Friday, October 2, 2009

"... off to a better start than any of us had a right to expect"

Gary Sick in the Daily Beast/ here

" ... By all accounts, instead of being a food fight leading to a total breakdown, the Geneva talks were serious, businesslike, and even cordial. The top U.S. negotiator, Undersecretary of State William Burns, had a one-on-one meeting with Iranian top negotiator Saeed Jalili, in which they reportedly talked substantive issues. That is something that had not happened in thirty years. During the latter years of the Clinton presidency, Iranian officials conducted desperate evasive maneuvers to avoid any direct contact with American officials, and during the first six years of the George W. Bush administration, American officials did the same with their Iranian diplomatic counterparts. The orders on both sides to avoid official contact at risk of one’s professional career seem to have been relaxed, at least for this occasion.

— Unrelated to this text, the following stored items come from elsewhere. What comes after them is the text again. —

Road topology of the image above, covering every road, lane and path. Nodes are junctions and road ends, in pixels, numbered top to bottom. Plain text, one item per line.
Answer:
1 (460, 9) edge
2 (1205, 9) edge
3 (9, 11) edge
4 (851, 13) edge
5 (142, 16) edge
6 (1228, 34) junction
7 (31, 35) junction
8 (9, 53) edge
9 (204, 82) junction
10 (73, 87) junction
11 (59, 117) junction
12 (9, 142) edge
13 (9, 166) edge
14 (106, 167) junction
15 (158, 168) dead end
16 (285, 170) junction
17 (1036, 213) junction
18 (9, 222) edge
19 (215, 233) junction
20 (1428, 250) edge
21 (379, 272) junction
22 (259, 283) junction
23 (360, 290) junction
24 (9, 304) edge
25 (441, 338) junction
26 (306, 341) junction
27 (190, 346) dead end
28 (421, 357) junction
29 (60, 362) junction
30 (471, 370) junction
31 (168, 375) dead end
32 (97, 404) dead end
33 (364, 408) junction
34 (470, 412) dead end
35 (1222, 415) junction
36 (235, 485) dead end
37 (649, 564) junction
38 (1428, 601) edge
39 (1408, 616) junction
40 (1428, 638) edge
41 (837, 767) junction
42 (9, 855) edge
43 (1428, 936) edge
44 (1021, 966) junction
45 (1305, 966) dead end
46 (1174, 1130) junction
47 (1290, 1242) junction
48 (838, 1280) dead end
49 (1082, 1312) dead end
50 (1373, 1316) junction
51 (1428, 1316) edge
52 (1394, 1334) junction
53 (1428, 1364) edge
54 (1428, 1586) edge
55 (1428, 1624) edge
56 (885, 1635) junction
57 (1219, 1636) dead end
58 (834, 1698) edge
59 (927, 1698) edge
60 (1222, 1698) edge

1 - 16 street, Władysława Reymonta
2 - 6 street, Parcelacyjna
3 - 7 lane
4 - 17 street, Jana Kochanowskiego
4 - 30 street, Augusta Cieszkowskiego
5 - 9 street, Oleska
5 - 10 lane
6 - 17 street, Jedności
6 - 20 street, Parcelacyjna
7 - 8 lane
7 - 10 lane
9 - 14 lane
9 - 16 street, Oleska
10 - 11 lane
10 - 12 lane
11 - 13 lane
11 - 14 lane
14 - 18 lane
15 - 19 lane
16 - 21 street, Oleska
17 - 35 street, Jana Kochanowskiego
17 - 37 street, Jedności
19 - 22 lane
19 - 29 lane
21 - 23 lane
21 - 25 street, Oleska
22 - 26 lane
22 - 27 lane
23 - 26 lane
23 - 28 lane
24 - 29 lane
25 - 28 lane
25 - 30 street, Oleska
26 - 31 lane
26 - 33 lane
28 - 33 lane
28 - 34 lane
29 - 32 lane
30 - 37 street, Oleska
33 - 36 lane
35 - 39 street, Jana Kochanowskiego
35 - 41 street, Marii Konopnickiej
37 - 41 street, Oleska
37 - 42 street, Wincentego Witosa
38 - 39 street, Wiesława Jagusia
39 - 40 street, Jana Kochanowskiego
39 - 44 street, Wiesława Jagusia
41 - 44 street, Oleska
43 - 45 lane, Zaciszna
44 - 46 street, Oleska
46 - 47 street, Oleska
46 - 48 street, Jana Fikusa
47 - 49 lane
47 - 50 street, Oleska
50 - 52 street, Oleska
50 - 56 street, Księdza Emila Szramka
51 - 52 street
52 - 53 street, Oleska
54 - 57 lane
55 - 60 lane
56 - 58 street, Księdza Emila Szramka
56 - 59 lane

What did this meeting actually produce? Iran agreed to permit inspections of its new site. The Western negotiators came up with a clever ploy to permit Iranian low-enriched uranium (LEU) to be sent to Russia for further enrichment, probably from about 5 percent to about 20 percent, and then transported to France to be fabricated into fuel rods to feed the Iranian research reactor (ironically given to Iran by the United States in an earlier day), which is used to produce isotopes used for medical purposes. This had many dimensions. First, it reduced the Iranian LEU stock below the level required to produce a nuclear device. Second, it established the principle that Iranian enrichment could be conducted outside the country. But third, it promised to provide Iran with uranium enriched well above the level required for nuclear power reactors (but not yet at the level required for bomb-building). And lastly, it tacitly acknowledged Iran’s right to produce enriched uranium. Nothing in the reports we have seen to date indicate that the Western interlocutors insisted on the previous red line that Iran should abandon its enrichment program.

Finally, the two sides agreed to meet again later this month. At a minimum, that suggests that they believed there was more to be discussed........ We can hope that the Western negotiators keep their eye on the fundamental objectives of these talks. Instead of drawing new red lines, which are typically ignored by the Iranians and which have proved both futile and counterproductive, we need to pursue two clear goals. First, we need to insist on maximum inspection and monitoring of all aspects of Iran’s nuclear activities. Secondly, we should attempt to minimize Iran’s development of the precursors of a nuclear weapon. In other words, we should install an early warning system that will tell us with some confidence if Iran decides to depart from its obligations under the Non-Proliferation Treaty and build a bomb; and we should seek to maximize the time between such a decision and the moment when Iran could actually produce a deliverable weapon......

The process that has been started is going to be neither short nor serene. It is, however, the only game in town. And it is off to a better start than any of us had a right to expect."